[Collected data entries]
=== Begin Enclosure ===

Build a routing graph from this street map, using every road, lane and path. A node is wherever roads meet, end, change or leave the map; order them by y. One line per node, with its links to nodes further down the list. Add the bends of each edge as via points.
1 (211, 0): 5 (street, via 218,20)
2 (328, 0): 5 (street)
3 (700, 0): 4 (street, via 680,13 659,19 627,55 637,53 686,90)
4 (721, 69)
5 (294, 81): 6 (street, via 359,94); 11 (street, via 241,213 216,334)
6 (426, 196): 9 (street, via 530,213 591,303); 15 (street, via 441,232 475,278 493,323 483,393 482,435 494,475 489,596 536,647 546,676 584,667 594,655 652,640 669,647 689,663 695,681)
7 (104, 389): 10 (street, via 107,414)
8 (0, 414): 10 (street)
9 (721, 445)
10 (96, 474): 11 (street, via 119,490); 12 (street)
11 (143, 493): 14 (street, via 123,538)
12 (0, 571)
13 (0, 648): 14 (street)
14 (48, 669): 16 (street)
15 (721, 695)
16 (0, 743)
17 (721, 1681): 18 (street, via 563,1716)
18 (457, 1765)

=== End Enclosure ===

• [Problem requirements]: Each record above must be restated in full, word for word.

• [Problem solution]:
Build a routing graph from this street map, using every road, lane and path. A node is wherever roads meet, end, change or leave the map; order them by y. One line per node, with its links to nodes further down the list. Add the bends of each edge as via points.
1 (211, 0): 5 (street, via 218,20)
2 (328, 0): 5 (street)
3 (700, 0): 4 (street, via 680,13 659,19 627,55 637,53 686,90)
4 (721, 69)
5 (294, 81): 6 (street, via 359,94); 11 (street, via 241,213 216,334)
6 (426, 196): 9 (street, via 530,213 591,303); 15 (street, via 441,232 475,278 493,323 483,393 482,435 494,475 489,596 536,647 546,676 584,667 594,655 652,640 669,647 689,663 695,681)
7 (104, 389): 10 (street, via 107,414)
8 (0, 414): 10 (street)
9 (721, 445)
10 (96, 474): 11 (street, via 119,490); 12 (street)
11 (143, 493): 14 (street, via 123,538)
12 (0, 571)
13 (0, 648): 14 (street)
14 (48, 669): 16 (street)
15 (721, 695)
16 (0, 743)
17 (721, 1681): 18 (street, via 563,1716)
18 (457, 1765)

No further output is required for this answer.